What is being asked -> Without including the images, transcribe each record precisely as it appears below.

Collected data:
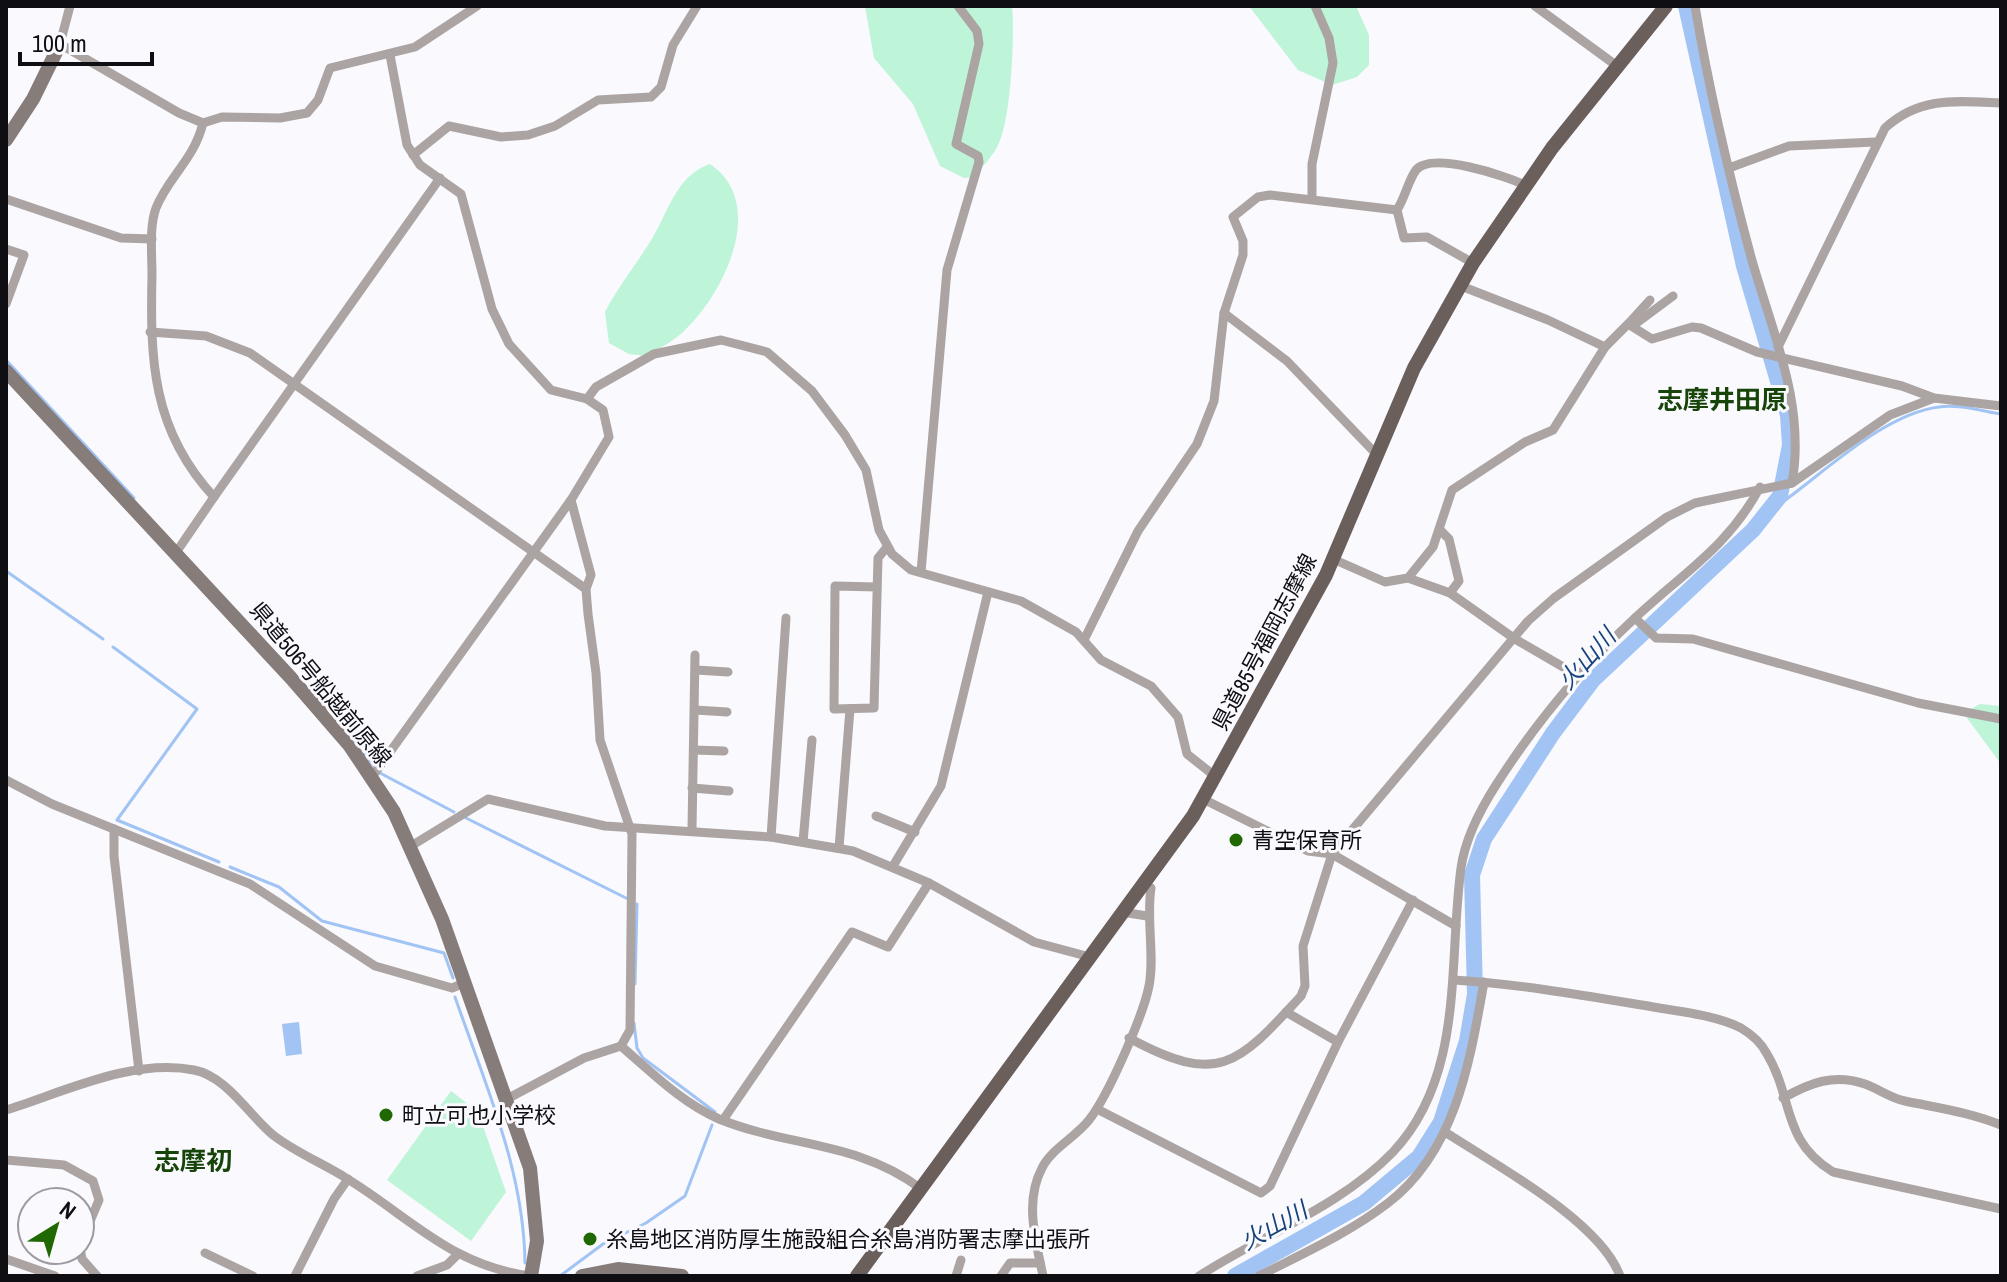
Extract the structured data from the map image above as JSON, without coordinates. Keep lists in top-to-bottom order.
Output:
{
  "streets": {
    "main road": ["県道85号福岡志摩線", "県道506号船越前原線"]
  },
  "districts": ["志摩井田原", "志摩初"],
  "water": ["火山川"],
  "places": ["青空保育所", "町立可也小学校", "糸島地区消防厚生施設組合糸島消防署志摩出張所"],
  "scale_bar": "100 m",
  "north": "top right"
}
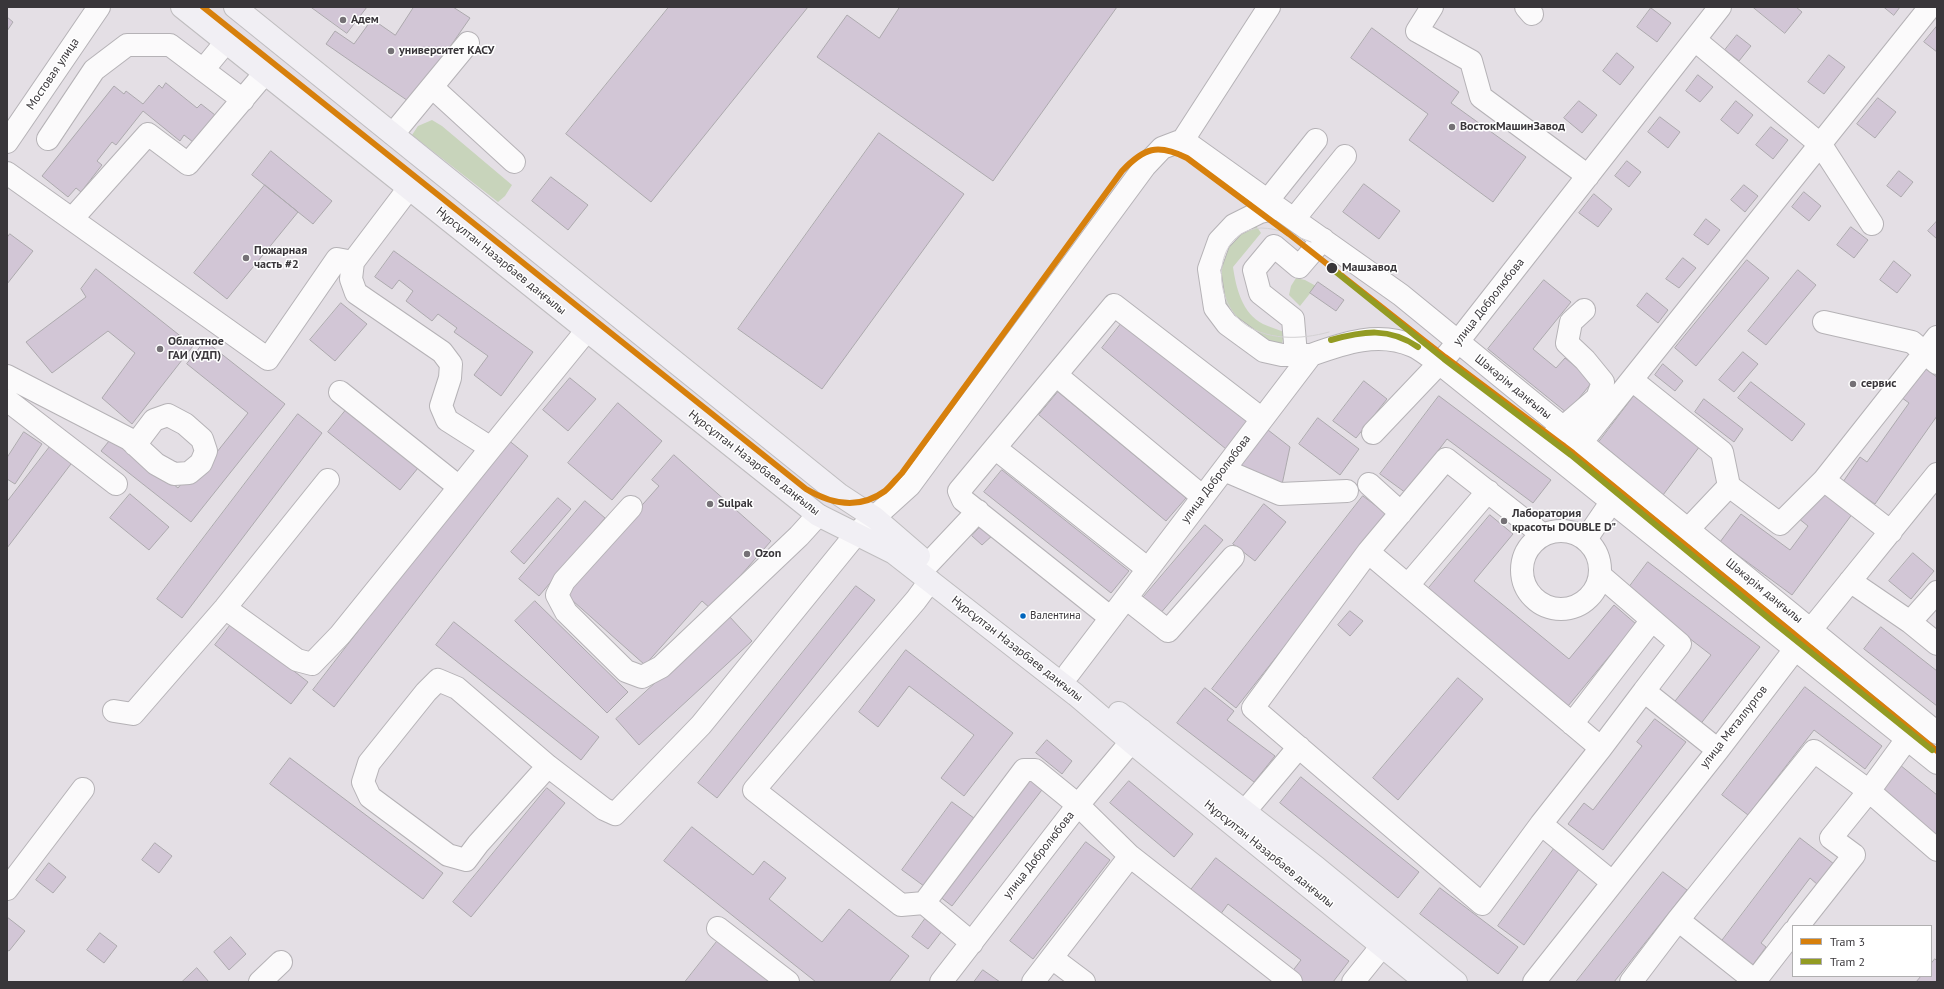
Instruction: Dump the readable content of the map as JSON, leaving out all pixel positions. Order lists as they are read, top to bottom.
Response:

Task response ->
Extract the structured data from the map image above as JSON, without coordinates. Keep lists in top-to-bottom order.
Output:
{
  "streets": {
    "main road": ["県道85号福岡志摩線", "県道506号船越前原線"]
  },
  "districts": ["志摩井田原", "志摩初"],
  "water": ["火山川"],
  "places": ["青空保育所", "町立可也小学校", "糸島地区消防厚生施設組合糸島消防署志摩出張所"],
  "scale_bar": "100 m",
  "north": "top right"
}
Instruction: Dump the readable content of the map as JSON, leaving out all pixel positions. Order lists as they are read, top to bottom.
Response:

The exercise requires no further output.